Assigned task ▸
The entries that follow should be duplicated in full, without a single alteration.

Data for this task ▸
▼

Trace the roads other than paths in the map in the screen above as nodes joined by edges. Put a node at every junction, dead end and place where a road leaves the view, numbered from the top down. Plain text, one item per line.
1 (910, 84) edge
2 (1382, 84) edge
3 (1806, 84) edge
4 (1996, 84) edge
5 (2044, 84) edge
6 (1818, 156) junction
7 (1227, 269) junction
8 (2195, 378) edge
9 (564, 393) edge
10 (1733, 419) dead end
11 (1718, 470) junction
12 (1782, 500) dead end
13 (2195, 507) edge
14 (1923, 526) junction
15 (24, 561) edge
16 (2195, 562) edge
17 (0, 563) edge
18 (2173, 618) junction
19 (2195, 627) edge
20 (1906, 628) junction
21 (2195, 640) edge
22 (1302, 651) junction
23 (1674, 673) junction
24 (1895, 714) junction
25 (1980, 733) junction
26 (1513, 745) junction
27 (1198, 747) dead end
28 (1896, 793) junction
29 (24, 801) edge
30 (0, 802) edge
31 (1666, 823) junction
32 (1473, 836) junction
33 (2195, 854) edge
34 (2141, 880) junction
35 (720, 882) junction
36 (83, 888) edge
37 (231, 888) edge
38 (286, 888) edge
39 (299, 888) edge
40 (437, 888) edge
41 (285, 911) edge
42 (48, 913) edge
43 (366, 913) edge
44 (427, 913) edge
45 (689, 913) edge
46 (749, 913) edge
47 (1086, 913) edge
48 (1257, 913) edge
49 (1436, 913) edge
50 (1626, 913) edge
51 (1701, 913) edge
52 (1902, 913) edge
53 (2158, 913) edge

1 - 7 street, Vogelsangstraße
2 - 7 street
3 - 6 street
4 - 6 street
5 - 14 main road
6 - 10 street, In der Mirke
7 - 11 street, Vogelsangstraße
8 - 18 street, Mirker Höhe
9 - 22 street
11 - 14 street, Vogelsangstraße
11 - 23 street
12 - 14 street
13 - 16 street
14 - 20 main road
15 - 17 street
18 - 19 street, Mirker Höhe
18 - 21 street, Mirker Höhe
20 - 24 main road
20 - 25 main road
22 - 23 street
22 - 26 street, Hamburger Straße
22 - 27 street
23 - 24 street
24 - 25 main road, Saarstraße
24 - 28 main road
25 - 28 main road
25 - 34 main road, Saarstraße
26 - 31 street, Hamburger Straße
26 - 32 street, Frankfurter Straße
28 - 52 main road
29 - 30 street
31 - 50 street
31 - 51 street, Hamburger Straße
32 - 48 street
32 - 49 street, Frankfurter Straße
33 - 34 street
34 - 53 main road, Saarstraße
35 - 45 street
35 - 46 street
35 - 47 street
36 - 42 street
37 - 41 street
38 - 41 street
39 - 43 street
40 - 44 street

▲

Solution to the exercise ▸
Trace the roads other than paths in the map in the screen above as nodes joined by edges. Put a node at every junction, dead end and place where a road leaves the view, numbered from the top down. Plain text, one item per line.
1 (910, 84) edge
2 (1382, 84) edge
3 (1806, 84) edge
4 (1996, 84) edge
5 (2044, 84) edge
6 (1818, 156) junction
7 (1227, 269) junction
8 (2195, 378) edge
9 (564, 393) edge
10 (1733, 419) dead end
11 (1718, 470) junction
12 (1782, 500) dead end
13 (2195, 507) edge
14 (1923, 526) junction
15 (24, 561) edge
16 (2195, 562) edge
17 (0, 563) edge
18 (2173, 618) junction
19 (2195, 627) edge
20 (1906, 628) junction
21 (2195, 640) edge
22 (1302, 651) junction
23 (1674, 673) junction
24 (1895, 714) junction
25 (1980, 733) junction
26 (1513, 745) junction
27 (1198, 747) dead end
28 (1896, 793) junction
29 (24, 801) edge
30 (0, 802) edge
31 (1666, 823) junction
32 (1473, 836) junction
33 (2195, 854) edge
34 (2141, 880) junction
35 (720, 882) junction
36 (83, 888) edge
37 (231, 888) edge
38 (286, 888) edge
39 (299, 888) edge
40 (437, 888) edge
41 (285, 911) edge
42 (48, 913) edge
43 (366, 913) edge
44 (427, 913) edge
45 (689, 913) edge
46 (749, 913) edge
47 (1086, 913) edge
48 (1257, 913) edge
49 (1436, 913) edge
50 (1626, 913) edge
51 (1701, 913) edge
52 (1902, 913) edge
53 (2158, 913) edge

1 - 7 street, Vogelsangstraße
2 - 7 street
3 - 6 street
4 - 6 street
5 - 14 main road
6 - 10 street, In der Mirke
7 - 11 street, Vogelsangstraße
8 - 18 street, Mirker Höhe
9 - 22 street
11 - 14 street, Vogelsangstraße
11 - 23 street
12 - 14 street
13 - 16 street
14 - 20 main road
15 - 17 street
18 - 19 street, Mirker Höhe
18 - 21 street, Mirker Höhe
20 - 24 main road
20 - 25 main road
22 - 23 street
22 - 26 street, Hamburger Straße
22 - 27 street
23 - 24 street
24 - 25 main road, Saarstraße
24 - 28 main road
25 - 28 main road
25 - 34 main road, Saarstraße
26 - 31 street, Hamburger Straße
26 - 32 street, Frankfurter Straße
28 - 52 main road
29 - 30 street
31 - 50 street
31 - 51 street, Hamburger Straße
32 - 48 street
32 - 49 street, Frankfurter Straße
33 - 34 street
34 - 53 main road, Saarstraße
35 - 45 street
35 - 46 street
35 - 47 street
36 - 42 street
37 - 41 street
38 - 41 street
39 - 43 street
40 - 44 street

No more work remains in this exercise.